How to complete this task —
If a line of the records contains the string "left", copy it out.
##########
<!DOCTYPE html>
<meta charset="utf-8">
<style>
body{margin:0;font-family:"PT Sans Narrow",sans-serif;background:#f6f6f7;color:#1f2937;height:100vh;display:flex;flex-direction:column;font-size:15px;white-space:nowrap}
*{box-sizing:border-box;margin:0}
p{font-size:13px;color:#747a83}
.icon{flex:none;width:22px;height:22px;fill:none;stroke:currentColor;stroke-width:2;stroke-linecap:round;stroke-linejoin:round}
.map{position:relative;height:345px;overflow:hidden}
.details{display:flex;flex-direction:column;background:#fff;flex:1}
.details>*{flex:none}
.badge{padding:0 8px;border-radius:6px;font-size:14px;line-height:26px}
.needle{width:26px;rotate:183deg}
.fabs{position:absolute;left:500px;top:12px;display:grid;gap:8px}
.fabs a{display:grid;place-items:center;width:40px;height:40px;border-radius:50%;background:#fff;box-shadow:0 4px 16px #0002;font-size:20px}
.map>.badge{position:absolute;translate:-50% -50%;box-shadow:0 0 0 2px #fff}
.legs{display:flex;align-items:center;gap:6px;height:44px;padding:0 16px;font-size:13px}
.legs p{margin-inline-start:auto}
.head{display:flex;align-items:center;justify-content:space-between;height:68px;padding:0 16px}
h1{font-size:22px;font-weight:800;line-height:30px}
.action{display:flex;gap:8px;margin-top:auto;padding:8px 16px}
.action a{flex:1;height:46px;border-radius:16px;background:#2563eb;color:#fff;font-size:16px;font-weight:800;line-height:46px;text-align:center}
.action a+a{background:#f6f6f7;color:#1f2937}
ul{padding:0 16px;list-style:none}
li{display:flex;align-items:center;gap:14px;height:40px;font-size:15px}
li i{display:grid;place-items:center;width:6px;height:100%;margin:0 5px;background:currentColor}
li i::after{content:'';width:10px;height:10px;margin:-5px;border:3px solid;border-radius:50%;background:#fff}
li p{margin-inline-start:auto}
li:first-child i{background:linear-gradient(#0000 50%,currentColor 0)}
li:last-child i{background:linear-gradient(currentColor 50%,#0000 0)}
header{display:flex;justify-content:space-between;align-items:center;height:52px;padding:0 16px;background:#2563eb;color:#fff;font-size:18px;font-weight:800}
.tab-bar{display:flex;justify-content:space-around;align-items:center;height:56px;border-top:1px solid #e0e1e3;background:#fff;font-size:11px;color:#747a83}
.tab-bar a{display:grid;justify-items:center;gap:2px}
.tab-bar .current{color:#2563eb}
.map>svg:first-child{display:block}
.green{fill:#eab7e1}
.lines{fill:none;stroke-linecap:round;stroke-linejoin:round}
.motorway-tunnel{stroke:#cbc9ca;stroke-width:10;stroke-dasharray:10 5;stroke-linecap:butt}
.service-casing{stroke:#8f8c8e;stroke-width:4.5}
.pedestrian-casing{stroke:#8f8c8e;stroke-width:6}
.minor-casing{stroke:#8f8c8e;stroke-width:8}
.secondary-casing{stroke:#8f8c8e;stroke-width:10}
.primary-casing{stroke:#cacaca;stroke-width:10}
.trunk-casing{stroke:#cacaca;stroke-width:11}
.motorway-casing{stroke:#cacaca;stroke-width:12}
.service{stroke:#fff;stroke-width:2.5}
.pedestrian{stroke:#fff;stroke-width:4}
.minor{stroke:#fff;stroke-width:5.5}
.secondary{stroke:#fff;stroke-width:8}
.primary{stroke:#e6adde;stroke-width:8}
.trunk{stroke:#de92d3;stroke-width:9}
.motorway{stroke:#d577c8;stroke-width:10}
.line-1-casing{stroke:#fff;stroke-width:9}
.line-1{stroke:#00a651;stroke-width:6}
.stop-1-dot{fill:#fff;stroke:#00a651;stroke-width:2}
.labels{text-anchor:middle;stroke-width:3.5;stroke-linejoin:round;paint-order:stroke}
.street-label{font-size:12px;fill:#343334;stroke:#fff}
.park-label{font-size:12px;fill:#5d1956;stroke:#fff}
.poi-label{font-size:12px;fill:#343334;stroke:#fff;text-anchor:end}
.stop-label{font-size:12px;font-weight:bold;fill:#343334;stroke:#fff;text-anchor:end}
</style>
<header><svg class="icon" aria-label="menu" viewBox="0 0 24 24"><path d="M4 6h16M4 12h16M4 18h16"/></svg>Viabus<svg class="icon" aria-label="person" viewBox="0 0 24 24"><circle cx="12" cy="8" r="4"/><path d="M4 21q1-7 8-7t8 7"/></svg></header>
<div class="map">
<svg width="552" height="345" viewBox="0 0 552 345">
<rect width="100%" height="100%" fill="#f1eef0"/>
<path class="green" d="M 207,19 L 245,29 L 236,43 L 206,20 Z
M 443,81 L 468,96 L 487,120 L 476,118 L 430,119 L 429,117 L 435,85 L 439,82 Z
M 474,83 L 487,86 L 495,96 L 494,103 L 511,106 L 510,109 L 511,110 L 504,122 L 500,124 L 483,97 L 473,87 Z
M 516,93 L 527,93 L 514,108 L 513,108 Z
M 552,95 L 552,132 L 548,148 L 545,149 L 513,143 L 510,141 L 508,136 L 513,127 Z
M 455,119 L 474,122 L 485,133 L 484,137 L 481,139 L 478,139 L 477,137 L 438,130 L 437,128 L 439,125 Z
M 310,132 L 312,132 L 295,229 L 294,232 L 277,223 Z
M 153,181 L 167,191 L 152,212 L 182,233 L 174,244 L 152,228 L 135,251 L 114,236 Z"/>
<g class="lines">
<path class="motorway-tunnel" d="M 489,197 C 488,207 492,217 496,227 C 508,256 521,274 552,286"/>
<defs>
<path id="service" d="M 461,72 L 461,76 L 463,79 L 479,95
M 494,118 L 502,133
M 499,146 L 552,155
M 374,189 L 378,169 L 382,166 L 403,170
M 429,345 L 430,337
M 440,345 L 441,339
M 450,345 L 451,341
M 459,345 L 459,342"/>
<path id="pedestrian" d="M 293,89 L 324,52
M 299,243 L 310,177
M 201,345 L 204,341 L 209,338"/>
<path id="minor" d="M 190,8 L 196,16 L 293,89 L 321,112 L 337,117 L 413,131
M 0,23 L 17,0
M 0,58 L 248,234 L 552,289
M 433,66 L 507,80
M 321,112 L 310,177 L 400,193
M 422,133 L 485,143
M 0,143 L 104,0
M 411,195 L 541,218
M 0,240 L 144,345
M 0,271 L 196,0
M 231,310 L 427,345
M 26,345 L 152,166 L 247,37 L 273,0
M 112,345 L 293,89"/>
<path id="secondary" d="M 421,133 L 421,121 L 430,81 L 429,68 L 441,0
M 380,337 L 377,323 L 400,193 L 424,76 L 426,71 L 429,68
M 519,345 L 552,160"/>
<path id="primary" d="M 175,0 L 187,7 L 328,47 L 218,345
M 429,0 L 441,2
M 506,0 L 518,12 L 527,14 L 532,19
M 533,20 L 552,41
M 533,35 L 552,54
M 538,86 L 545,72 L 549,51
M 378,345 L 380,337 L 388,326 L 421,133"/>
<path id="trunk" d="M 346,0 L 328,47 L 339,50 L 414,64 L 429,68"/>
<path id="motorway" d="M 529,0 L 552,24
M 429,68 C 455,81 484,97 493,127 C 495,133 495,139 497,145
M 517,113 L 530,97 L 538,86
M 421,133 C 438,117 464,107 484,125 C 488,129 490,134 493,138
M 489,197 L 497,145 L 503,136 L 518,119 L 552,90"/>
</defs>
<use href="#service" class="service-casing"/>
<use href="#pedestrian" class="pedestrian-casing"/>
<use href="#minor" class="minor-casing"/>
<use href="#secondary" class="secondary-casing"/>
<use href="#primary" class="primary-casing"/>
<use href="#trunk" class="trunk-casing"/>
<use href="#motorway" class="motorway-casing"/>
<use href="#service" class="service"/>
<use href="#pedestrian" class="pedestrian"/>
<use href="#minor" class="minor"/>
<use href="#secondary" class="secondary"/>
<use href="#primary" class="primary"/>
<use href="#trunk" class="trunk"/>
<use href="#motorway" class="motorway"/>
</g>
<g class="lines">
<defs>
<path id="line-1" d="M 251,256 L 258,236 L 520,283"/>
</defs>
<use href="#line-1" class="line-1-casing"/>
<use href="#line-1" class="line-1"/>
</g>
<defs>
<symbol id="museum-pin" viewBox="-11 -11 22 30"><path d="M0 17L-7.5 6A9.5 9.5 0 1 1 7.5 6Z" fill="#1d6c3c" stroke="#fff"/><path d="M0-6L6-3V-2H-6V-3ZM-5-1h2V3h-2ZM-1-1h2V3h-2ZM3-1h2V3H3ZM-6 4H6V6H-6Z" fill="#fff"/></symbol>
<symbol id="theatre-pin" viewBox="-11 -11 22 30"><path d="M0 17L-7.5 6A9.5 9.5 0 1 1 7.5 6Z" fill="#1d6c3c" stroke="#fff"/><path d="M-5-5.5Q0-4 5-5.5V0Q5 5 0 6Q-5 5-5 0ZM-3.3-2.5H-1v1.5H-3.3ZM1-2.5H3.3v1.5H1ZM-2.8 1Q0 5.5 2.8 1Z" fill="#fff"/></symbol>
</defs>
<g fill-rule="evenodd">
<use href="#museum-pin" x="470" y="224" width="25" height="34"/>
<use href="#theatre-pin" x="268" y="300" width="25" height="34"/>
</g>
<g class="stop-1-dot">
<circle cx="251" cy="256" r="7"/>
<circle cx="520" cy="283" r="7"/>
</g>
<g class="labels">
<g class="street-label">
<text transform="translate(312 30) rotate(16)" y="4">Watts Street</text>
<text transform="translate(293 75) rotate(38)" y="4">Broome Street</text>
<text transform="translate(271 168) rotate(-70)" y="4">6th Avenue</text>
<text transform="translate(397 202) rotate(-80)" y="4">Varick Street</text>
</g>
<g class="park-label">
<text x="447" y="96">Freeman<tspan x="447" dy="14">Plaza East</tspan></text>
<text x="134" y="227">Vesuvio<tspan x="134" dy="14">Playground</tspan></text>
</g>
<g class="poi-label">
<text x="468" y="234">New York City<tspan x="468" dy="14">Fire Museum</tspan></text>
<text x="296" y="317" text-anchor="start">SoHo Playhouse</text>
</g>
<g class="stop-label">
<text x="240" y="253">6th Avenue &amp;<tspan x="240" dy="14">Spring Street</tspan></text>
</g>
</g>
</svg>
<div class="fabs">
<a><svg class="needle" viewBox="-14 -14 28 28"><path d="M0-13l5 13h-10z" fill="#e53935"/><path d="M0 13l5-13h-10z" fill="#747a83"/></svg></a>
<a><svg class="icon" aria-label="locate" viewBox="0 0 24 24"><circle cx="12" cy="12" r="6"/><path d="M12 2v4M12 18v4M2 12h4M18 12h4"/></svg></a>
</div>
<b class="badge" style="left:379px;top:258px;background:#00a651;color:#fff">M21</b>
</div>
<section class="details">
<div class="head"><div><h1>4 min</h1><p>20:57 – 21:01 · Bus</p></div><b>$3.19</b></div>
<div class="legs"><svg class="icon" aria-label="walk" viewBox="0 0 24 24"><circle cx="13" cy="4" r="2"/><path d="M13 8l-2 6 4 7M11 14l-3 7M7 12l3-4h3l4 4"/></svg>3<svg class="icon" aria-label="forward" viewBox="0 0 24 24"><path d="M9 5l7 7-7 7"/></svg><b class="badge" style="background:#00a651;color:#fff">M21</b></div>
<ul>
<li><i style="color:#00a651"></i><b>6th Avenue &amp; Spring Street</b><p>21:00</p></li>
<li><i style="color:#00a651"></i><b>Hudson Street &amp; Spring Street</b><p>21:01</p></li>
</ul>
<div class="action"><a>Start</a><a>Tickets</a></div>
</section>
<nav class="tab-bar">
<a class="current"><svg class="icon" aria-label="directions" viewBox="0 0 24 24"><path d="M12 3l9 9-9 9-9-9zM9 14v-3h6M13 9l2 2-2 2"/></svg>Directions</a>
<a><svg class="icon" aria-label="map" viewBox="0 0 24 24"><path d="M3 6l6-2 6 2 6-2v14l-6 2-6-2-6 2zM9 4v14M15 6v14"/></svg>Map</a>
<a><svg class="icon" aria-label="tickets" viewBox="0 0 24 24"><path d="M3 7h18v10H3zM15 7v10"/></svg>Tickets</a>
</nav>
##########
Task response —
.fabs{position:absolute;left:500px;top:12px;display:grid;gap:8px}
<b class="badge" style="left:379px;top:258px;background:#00a651;color:#fff">M21</b>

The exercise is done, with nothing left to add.